(Collected data)
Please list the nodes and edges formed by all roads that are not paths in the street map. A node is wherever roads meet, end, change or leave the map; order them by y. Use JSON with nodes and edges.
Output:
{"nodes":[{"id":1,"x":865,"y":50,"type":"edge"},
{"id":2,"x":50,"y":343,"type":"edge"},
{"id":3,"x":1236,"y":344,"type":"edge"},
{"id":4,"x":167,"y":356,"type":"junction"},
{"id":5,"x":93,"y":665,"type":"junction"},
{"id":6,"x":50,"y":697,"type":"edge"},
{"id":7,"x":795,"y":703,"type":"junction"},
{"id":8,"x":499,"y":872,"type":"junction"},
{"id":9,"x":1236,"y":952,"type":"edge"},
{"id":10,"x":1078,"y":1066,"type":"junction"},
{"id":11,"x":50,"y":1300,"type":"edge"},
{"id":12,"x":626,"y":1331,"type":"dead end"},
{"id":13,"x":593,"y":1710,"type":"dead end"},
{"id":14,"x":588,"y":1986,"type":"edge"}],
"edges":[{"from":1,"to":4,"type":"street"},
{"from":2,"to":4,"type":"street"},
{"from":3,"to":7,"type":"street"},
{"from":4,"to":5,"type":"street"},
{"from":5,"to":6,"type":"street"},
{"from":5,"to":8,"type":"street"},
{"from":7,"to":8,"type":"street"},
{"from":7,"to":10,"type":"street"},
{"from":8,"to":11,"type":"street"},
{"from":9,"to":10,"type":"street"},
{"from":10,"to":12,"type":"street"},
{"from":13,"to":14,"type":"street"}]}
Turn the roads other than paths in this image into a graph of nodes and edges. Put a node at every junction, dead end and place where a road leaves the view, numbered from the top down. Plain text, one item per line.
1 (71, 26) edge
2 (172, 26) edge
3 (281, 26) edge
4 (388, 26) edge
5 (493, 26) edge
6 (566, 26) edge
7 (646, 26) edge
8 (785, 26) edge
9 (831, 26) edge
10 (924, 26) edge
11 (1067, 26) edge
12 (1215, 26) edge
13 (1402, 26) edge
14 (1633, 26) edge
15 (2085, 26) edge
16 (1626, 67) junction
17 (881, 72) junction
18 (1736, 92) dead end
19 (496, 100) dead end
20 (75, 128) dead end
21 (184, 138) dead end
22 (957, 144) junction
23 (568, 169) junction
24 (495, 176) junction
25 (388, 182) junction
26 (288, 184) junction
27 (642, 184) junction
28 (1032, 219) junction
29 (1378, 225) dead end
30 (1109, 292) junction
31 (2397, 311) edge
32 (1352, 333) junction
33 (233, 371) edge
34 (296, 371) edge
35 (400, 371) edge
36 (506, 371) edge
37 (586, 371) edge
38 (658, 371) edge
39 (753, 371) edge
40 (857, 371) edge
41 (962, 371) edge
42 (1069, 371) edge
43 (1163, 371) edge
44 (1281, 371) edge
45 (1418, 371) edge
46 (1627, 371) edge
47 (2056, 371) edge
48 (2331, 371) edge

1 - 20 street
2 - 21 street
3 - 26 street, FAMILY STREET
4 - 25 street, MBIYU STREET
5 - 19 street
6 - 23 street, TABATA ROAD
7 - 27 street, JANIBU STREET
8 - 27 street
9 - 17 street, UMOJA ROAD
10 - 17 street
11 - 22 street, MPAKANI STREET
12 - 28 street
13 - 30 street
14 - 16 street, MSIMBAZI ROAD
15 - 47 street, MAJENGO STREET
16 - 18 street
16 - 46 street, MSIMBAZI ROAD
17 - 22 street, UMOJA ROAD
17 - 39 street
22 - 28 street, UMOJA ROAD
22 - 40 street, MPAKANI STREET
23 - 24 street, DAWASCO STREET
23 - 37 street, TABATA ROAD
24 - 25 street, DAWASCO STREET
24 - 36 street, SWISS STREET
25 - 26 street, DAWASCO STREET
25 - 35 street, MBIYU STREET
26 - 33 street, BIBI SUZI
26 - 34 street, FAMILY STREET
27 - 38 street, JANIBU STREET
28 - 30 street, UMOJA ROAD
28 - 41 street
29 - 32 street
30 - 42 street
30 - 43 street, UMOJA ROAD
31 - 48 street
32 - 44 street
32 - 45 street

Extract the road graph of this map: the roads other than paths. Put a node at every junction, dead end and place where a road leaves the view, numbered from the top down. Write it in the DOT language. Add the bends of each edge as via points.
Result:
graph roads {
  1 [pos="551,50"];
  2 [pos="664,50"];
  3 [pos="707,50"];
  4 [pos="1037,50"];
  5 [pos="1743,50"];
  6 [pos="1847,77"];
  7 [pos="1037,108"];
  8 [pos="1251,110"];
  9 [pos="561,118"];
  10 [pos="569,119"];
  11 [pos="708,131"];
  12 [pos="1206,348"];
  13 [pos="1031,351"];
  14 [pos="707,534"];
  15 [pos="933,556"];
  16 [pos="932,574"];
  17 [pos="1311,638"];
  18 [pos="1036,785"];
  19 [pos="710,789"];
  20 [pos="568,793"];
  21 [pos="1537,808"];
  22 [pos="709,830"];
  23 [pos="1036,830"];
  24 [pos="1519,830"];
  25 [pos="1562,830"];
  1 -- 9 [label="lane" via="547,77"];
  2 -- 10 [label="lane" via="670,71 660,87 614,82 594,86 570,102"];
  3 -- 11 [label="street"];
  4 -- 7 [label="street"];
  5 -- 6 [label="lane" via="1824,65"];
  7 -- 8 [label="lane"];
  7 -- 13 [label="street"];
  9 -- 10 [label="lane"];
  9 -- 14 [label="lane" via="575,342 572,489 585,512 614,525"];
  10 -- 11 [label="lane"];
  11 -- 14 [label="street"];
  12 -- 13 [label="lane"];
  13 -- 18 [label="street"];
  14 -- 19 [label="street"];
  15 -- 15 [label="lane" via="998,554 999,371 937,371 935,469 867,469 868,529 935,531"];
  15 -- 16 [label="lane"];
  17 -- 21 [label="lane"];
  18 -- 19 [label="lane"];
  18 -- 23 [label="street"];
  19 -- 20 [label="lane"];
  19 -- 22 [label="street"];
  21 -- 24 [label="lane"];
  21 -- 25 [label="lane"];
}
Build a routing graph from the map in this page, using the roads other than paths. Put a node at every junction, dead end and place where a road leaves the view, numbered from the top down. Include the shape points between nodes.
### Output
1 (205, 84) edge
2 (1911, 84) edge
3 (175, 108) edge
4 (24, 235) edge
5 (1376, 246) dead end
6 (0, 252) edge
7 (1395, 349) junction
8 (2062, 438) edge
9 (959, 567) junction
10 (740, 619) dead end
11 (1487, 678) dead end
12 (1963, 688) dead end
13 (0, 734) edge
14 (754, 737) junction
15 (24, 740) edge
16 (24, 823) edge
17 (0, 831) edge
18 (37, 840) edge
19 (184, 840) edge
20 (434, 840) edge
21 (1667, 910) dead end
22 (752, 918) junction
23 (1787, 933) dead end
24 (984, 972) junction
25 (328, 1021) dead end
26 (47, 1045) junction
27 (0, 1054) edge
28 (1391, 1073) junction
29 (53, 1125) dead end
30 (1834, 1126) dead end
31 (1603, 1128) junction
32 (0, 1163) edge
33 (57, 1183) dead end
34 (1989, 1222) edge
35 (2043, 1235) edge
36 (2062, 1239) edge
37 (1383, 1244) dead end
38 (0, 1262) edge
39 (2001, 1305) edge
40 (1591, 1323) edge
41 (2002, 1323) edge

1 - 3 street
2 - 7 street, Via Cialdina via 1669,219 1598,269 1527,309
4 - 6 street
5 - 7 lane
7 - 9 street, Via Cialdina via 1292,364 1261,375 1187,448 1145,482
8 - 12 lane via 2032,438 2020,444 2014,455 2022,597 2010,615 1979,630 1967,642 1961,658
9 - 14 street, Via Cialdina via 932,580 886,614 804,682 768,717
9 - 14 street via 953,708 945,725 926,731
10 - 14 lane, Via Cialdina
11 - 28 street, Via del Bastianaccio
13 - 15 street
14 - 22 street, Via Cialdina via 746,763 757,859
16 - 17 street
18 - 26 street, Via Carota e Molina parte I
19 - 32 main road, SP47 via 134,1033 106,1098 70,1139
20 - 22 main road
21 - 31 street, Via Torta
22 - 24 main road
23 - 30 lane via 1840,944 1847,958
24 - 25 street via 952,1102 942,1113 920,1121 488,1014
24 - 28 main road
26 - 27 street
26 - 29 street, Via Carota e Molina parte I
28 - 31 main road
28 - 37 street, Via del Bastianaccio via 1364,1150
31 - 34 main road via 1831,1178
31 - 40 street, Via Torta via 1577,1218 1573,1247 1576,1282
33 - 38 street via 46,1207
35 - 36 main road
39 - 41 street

• _To do_
Where a line above holds the string "down", copy that line.

• _Task result_
Turn the roads other than paths in this image into a graph of nodes and edges. Put a node at every junction, dead end and place where a road leaves the view, numbered from the top down. Plain text, one item per line.
Extract the road graph of this map: the roads other than paths. Put a node at every junction, dead end and place where a road leaves the view, numbered from the top down. Write it in the DOT language. Add the bends of each edge as via points.
Build a routing graph from the map in this page, using the roads other than paths. Put a node at every junction, dead end and place where a road leaves the view, numbered from the top down. Include the shape points between nodes.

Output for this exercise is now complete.